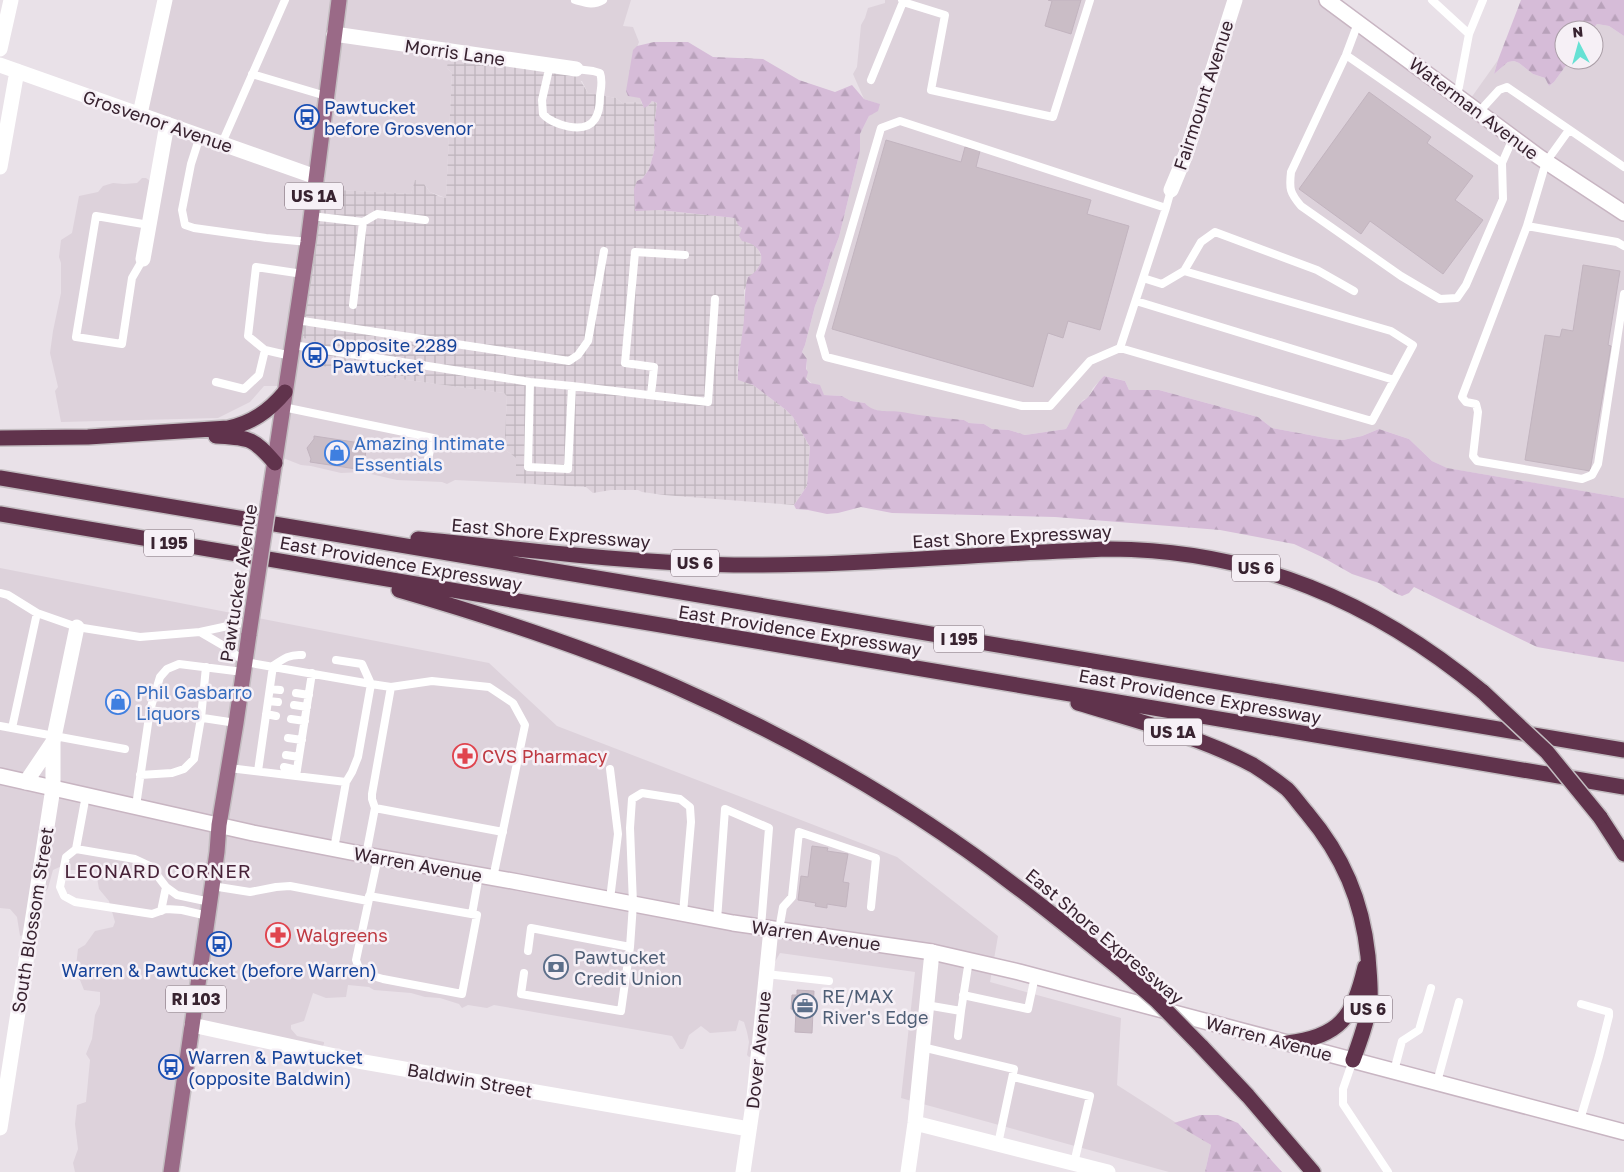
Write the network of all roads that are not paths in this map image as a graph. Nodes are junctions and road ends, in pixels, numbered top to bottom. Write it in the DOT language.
graph roads {
  1 [pos="11,0"];
  2 [pos="166,0"];
  3 [pos="284,0"];
  4 [pos="339,0"];
  5 [pos="575,0"];
  6 [pos="603,0"];
  7 [pos="1090,0"];
  8 [pos="1235,0"];
  9 [pos="1327,0"];
  10 [pos="1432,0"];
  11 [pos="1483,0"];
  12 [pos="902,1"];
  13 [pos="1358,23"];
  14 [pos="334,34"];
  15 [pos="1469,34"];
  16 [pos="0,49"];
  17 [pos="1346,55"];
  18 [pos="0,65"];
  19 [pos="550,65"];
  20 [pos="576,69"];
  21 [pos="17,71"];
  22 [pos="252,74"];
  23 [pos="871,80"];
  24 [pos="326,96"];
  25 [pos="1457,96"];
  26 [pos="1478,113"];
  27 [pos="140,114"];
  28 [pos="167,124"];
  29 [pos="1569,130"];
  30 [pos="200,136"];
  31 [pos="1513,138"];
  32 [pos="222,143"];
  33 [pos="1546,162"];
  34 [pos="1502,163"];
  35 [pos="0,167"];
  36 [pos="1624,167"];
  37 [pos="316,177"];
  38 [pos="1170,190"];
  39 [pos="1166,208"];
  40 [pos="1622,208"];
  41 [pos="311,216"];
  42 [pos="425,220"];
  43 [pos="363,222"];
  44 [pos="149,224"];
  45 [pos="1527,226"];
  46 [pos="308,242"];
  47 [pos="1624,246"];
  48 [pos="604,251"];
  49 [pos="685,255"];
  50 [pos="143,258"];
  51 [pos="1184,271"];
  52 [pos="303,274"];
  53 [pos="1143,278"];
  54 [pos="1354,291"];
  55 [pos="1624,294"];
  56 [pos="715,299"];
  57 [pos="1136,301"];
  58 [pos="352,305"];
  59 [pos="296,320"];
  60 [pos="1120,348"];
  61 [pos="264,350"];
  62 [pos="292,351"];
  63 [pos="1394,380"];
  64 [pos="216,382"];
  65 [pos="530,382"];
  66 [pos="572,386"];
  67 [pos="651,395"];
  68 [pos="284,400"];
  69 [pos="166,432"];
  70 [pos="0,438"];
  71 [pos="275,463"];
  72 [pos="426,468"];
  73 [pos="0,478"];
  74 [pos="0,514"];
  75 [pos="294,528"];
  76 [pos="338,571"];
  77 [pos="0,593"];
  78 [pos="36,612"];
  79 [pos="78,627"];
  80 [pos="250,628"];
  81 [pos="200,632"];
  82 [pos="302,655"];
  83 [pos="336,660"];
  84 [pos="273,666"];
  85 [pos="206,667"];
  86 [pos="244,667"];
  87 [pos="312,673"];
  88 [pos="371,684"];
  89 [pos="1019,685"];
  90 [pos="390,687"];
  91 [pos="270,689"];
  92 [pos="280,690"];
  93 [pos="296,693"];
  94 [pos="309,695"];
  95 [pos="268,701"];
  96 [pos="278,702"];
  97 [pos="294,705"];
  98 [pos="307,707"];
  99 [pos="150,710"];
  100 [pos="266,714"];
  101 [pos="276,716"];
  102 [pos="201,718"];
  103 [pos="291,719"];
  104 [pos="305,721"];
  105 [pos="236,722"];
  106 [pos="0,726"];
  107 [pos="12,728"];
  108 [pos="263,734"];
  109 [pos="273,736"];
  110 [pos="288,738"];
  111 [pos="53,739"];
  112 [pos="302,740"];
  113 [pos="125,748"];
  114 [pos="1624,750"];
  115 [pos="261,751"];
  116 [pos="270,752"];
  117 [pos="286,754"];
  118 [pos="299,757"];
  119 [pos="268,765"];
  120 [pos="259,767"];
  121 [pos="229,768"];
  122 [pos="284,768"];
  123 [pos="610,769"];
  124 [pos="297,773"];
  125 [pos="140,775"];
  126 [pos="0,776"];
  127 [pos="26,782"];
  128 [pos="346,782"];
  129 [pos="1624,787"];
  130 [pos="53,788"];
  131 [pos="86,795"];
  132 [pos="136,806"];
  133 [pos="375,808"];
  134 [pos="1600,817"];
  135 [pos="219,825"];
  136 [pos="503,832"];
  137 [pos="1624,847"];
  138 [pos="76,848"];
  139 [pos="334,849"];
  140 [pos="1624,854"];
  141 [pos="372,856"];
  142 [pos="486,876"];
  143 [pos="212,886"];
  144 [pos="166,887"];
  145 [pos="369,899"];
  146 [pos="610,900"];
  147 [pos="633,904"];
  148 [pos="871,907"];
  149 [pos="209,909"];
  150 [pos="161,911"];
  151 [pos="683,913"];
  152 [pos="472,914"];
  153 [pos="717,920"];
  154 [pos="770,929"];
  155 [pos="630,947"];
  156 [pos="528,951"];
  157 [pos="932,952"];
  158 [pos="1368,956"];
  159 [pos="968,960"];
  160 [pos="524,972"];
  161 [pos="766,974"];
  162 [pos="1035,976"];
  163 [pos="829,981"];
  164 [pos="1431,988"];
  165 [pos="963,995"];
  166 [pos="1459,1002"];
  167 [pos="1581,1004"];
  168 [pos="926,1005"];
  169 [pos="961,1011"];
  170 [pos="192,1025"];
  171 [pos="958,1036"];
  172 [pos="1287,1043"];
  173 [pos="922,1047"];
  174 [pos="1353,1060"];
  175 [pos="1394,1071"];
  176 [pos="1013,1076"];
  177 [pos="1437,1082"];
  178 [pos="1580,1120"];
  179 [pos="915,1123"];
  180 [pos="0,1128"];
  181 [pos="749,1129"];
  182 [pos="1624,1132"];
  183 [pos="998,1144"];
  184 [pos="1074,1163"];
  185 [pos="171,1172"];
  186 [pos="743,1172"];
  187 [pos="908,1172"];
  188 [pos="1108,1172"];
  189 [pos="1313,1172"];
  190 [pos="1388,1172"];
  1 -- 16 [label="street"];
  2 -- 27 [label="street"];
  3 -- 22 [label="lane"];
  4 -- 14 [label="main road, Pawtucket Avenue / US 1A"];
  5 -- 6 [label="lane"];
  7 -- 12 [label="lane"];
  8 -- 38 [label="street, Fairmount Avenue"];
  9 -- 13 [label="street, Waterman Avenue"];
  10 -- 15 [label="lane"];
  11 -- 15 [label="lane"];
  12 -- 23 [label="lane"];
  13 -- 17 [label="lane"];
  13 -- 25 [label="street, Waterman Avenue"];
  14 -- 19 [label="street, Morris Lane"];
  14 -- 24 [label="main road, Pawtucket Avenue / US 1A"];
  15 -- 25 [label="lane"];
  17 -- 34 [label="lane"];
  17 -- 34 [label="lane"];
  18 -- 21 [label="street, Grosvenor Avenue"];
  19 -- 20 [label="street, Morris Lane"];
  19 -- 20 [label="lane"];
  21 -- 27 [label="street, Grosvenor Avenue"];
  21 -- 35 [label="street"];
  22 -- 24 [label="lane"];
  22 -- 32 [label="lane"];
  24 -- 37 [label="main road, Pawtucket Avenue / US 1A"];
  25 -- 26 [label="street, Waterman Avenue"];
  26 -- 29 [label="lane"];
  26 -- 31 [label="street, Waterman Avenue"];
  27 -- 28 [label="street, Grosvenor Avenue"];
  28 -- 30 [label="street, Grosvenor Avenue"];
  28 -- 44 [label="street"];
  29 -- 33 [label="lane"];
  29 -- 36 [label="lane"];
  30 -- 32 [label="street, Grosvenor Avenue"];
  30 -- 46 [label="lane"];
  31 -- 33 [label="street, Waterman Avenue"];
  31 -- 34 [label="lane"];
  32 -- 37 [label="street, Grosvenor Avenue"];
  33 -- 40 [label="street, Waterman Avenue"];
  33 -- 45 [label="lane"];
  37 -- 41 [label="main road, Pawtucket Avenue / US 1A"];
  38 -- 39 [label="lane"];
  39 -- 53 [label="lane"];
  39 -- 60 [label="lane"];
  41 -- 43 [label="lane"];
  41 -- 46 [label="main road, Pawtucket Avenue / US 1A"];
  42 -- 43 [label="lane"];
  43 -- 58 [label="lane"];
  44 -- 50 [label="street"];
  44 -- 50 [label="lane"];
  45 -- 47 [label="lane"];
  45 -- 55 [label="lane"];
  46 -- 52 [label="main road, Pawtucket Avenue / US 1A"];
  48 -- 59 [label="lane"];
  49 -- 67 [label="lane"];
  51 -- 53 [label="lane"];
  51 -- 54 [label="lane"];
  51 -- 63 [label="lane"];
  52 -- 59 [label="main road, Pawtucket Avenue / US 1A"];
  52 -- 61 [label="lane"];
  53 -- 57 [label="lane"];
  56 -- 67 [label="lane"];
  57 -- 60 [label="lane"];
  57 -- 63 [label="lane"];
  59 -- 62 [label="main road, Pawtucket Avenue / US 1A"];
  60 -- 63 [label="lane"];
  61 -- 62 [label="lane"];
  61 -- 64 [label="lane"];
  62 -- 65 [label="lane"];
  62 -- 68 [label="main road, Pawtucket Avenue / US 1A"];
  65 -- 66 [label="lane"];
  65 -- 66 [label="lane"];
  66 -- 67 [label="lane"];
  68 -- 69 [label="highway"];
  68 -- 71 [label="main road, Pawtucket Avenue / US 1A"];
  68 -- 72 [label="lane"];
  69 -- 70 [label="highway"];
  69 -- 71 [label="highway"];
  71 -- 80 [label="main road, Pawtucket Avenue / US 1A, bridge"];
  73 -- 75 [label="highway, East Providence Expressway / I 195"];
  74 -- 76 [label="highway, East Providence Expressway / I 195"];
  75 -- 114 [label="highway, East Providence Expressway / I 195"];
  75 -- 134 [label="highway, East Shore Expressway / US 6, bridge"];
  76 -- 89 [label="highway, East Providence Expressway / I 195"];
  76 -- 189 [label="highway, East Shore Expressway, bridge"];
  77 -- 78 [label="lane"];
  78 -- 79 [label="lane"];
  78 -- 107 [label="lane"];
  79 -- 81 [label="lane"];
  79 -- 111 [label="street, South Blossom Street"];
  80 -- 81 [label="lane"];
  80 -- 86 [label="main road, Pawtucket Avenue / US 1A"];
  81 -- 86 [label="lane"];
  82 -- 84 [label="lane"];
  83 -- 88 [label="lane"];
  84 -- 86 [label="lane"];
  84 -- 87 [label="lane"];
  84 -- 91 [label="lane"];
  85 -- 86 [label="lane"];
  85 -- 99 [label="lane"];
  85 -- 102 [label="lane"];
  86 -- 105 [label="main road, Pawtucket Avenue / US 1A"];
  87 -- 88 [label="lane"];
  87 -- 94 [label="lane"];
  88 -- 90 [label="lane"];
  88 -- 128 [label="lane"];
  89 -- 129 [label="highway, East Providence Expressway / I 195"];
  89 -- 158 [label="highway, US 1A"];
  90 -- 133 [label="lane"];
  90 -- 136 [label="lane"];
  91 -- 92 [label="lane"];
  91 -- 95 [label="lane"];
  93 -- 94 [label="lane"];
  94 -- 98 [label="lane"];
  95 -- 96 [label="lane"];
  95 -- 100 [label="lane"];
  97 -- 98 [label="lane"];
  98 -- 104 [label="lane"];
  99 -- 102 [label="lane"];
  99 -- 125 [label="lane"];
  100 -- 101 [label="lane"];
  100 -- 108 [label="lane"];
  102 -- 105 [label="lane"];
  102 -- 125 [label="lane"];
  103 -- 104 [label="lane"];
  104 -- 112 [label="lane"];
  105 -- 121 [label="main road, Pawtucket Avenue / US 1A"];
  106 -- 107 [label="lane"];
  107 -- 111 [label="lane"];
  108 -- 109 [label="lane"];
  108 -- 115 [label="lane"];
  110 -- 112 [label="lane"];
  111 -- 113 [label="lane"];
  111 -- 127 [label="street, South Blossom Street"];
  111 -- 130 [label="street, South Blossom Street"];
  112 -- 118 [label="lane"];
  115 -- 116 [label="lane"];
  115 -- 120 [label="lane"];
  117 -- 118 [label="lane"];
  118 -- 124 [label="lane"];
  119 -- 120 [label="lane"];
  120 -- 121 [label="lane"];
  120 -- 124 [label="lane"];
  121 -- 135 [label="main road, Pawtucket Avenue / US 1A"];
  122 -- 124 [label="lane"];
  123 -- 146 [label="lane"];
  124 -- 128 [label="lane"];
  125 -- 132 [label="lane"];
  126 -- 127 [label="street, Warren Avenue"];
  127 -- 130 [label="street, Warren Avenue"];
  128 -- 139 [label="lane"];
  130 -- 131 [label="street, Warren Avenue"];
  130 -- 180 [label="street, South Blossom Street"];
  131 -- 132 [label="street, Warren Avenue"];
  131 -- 138 [label="lane"];
  132 -- 135 [label="street, Warren Avenue"];
  133 -- 136 [label="lane"];
  133 -- 141 [label="lane"];
  134 -- 137 [label="highway, US 6"];
  134 -- 140 [label="highway, East Shore Expressway"];
  135 -- 139 [label="street, Warren Avenue / US 1A"];
  135 -- 143 [label="main road, Pawtucket Avenue / RI 103"];
  136 -- 142 [label="lane"];
  138 -- 144 [label="lane"];
  138 -- 150 [label="lane"];
  139 -- 141 [label="street, Warren Avenue / US 1A"];
  141 -- 142 [label="street, Warren Avenue / US 1A"];
  141 -- 145 [label="lane"];
  142 -- 146 [label="street, Warren Avenue / US 1A"];
  142 -- 152 [label="lane"];
  143 -- 145 [label="lane"];
  143 -- 149 [label="main road, Pawtucket Avenue / RI 103"];
  144 -- 149 [label="lane"];
  144 -- 150 [label="lane"];
  145 -- 152 [label="lane"];
  145 -- 152 [label="lane"];
  146 -- 147 [label="street, Warren Avenue / US 1A"];
  147 -- 151 [label="street, Warren Avenue / US 1A"];
  147 -- 151 [label="lane"];
  147 -- 155 [label="lane"];
  148 -- 154 [label="lane"];
  149 -- 150 [label="lane"];
  149 -- 170 [label="main road, Pawtucket Avenue / RI 103"];
  151 -- 153 [label="street, Warren Avenue / US 1A"];
  153 -- 154 [label="street, Warren Avenue / US 1A"];
  153 -- 154 [label="lane"];
  154 -- 157 [label="street, Warren Avenue / US 1A"];
  154 -- 161 [label="street, Dover Avenue"];
  155 -- 156 [label="lane"];
  155 -- 160 [label="lane"];
  157 -- 159 [label="street, Warren Avenue / US 1A"];
  157 -- 168 [label="street"];
  158 -- 172 [label="highway, US 1A"];
  158 -- 174 [label="highway, US 6"];
  159 -- 162 [label="street, Warren Avenue / US 1A"];
  159 -- 165 [label="lane"];
  161 -- 163 [label="lane"];
  161 -- 181 [label="street, Dover Avenue"];
  162 -- 165 [label="lane"];
  162 -- 172 [label="street, Warren Avenue / US 1A"];
  164 -- 175 [label="lane"];
  165 -- 169 [label="lane"];
  166 -- 177 [label="lane"];
  167 -- 178 [label="lane"];
  168 -- 169 [label="lane"];
  168 -- 173 [label="street"];
  169 -- 171 [label="lane"];
  170 -- 181 [label="street, Baldwin Street"];
  170 -- 185 [label="main road, Pawtucket Avenue / RI 103"];
  172 -- 174 [label="street, Warren Avenue"];
  173 -- 176 [label="lane"];
  173 -- 179 [label="street"];
  174 -- 175 [label="street, Warren Avenue"];
  174 -- 190 [label="lane"];
  175 -- 177 [label="street, Warren Avenue"];
  176 -- 183 [label="lane"];
  176 -- 184 [label="lane"];
  177 -- 178 [label="street, Warren Avenue"];
  178 -- 182 [label="street, Warren Avenue"];
  179 -- 183 [label="street"];
  179 -- 187 [label="street"];
  181 -- 186 [label="street, Dover Avenue"];
  183 -- 184 [label="street"];
  184 -- 188 [label="street"];
}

────

YOUR INSTRUCTIONS. Search the data above for the word "graph" and show every line that has it.

EXERCISE RESPONSE.
Write the network of all roads that are not paths in this map image as a graph. Nodes are junctions and road ends, in pixels, numbered top to bottom. Write it in the DOT language.
graph roads {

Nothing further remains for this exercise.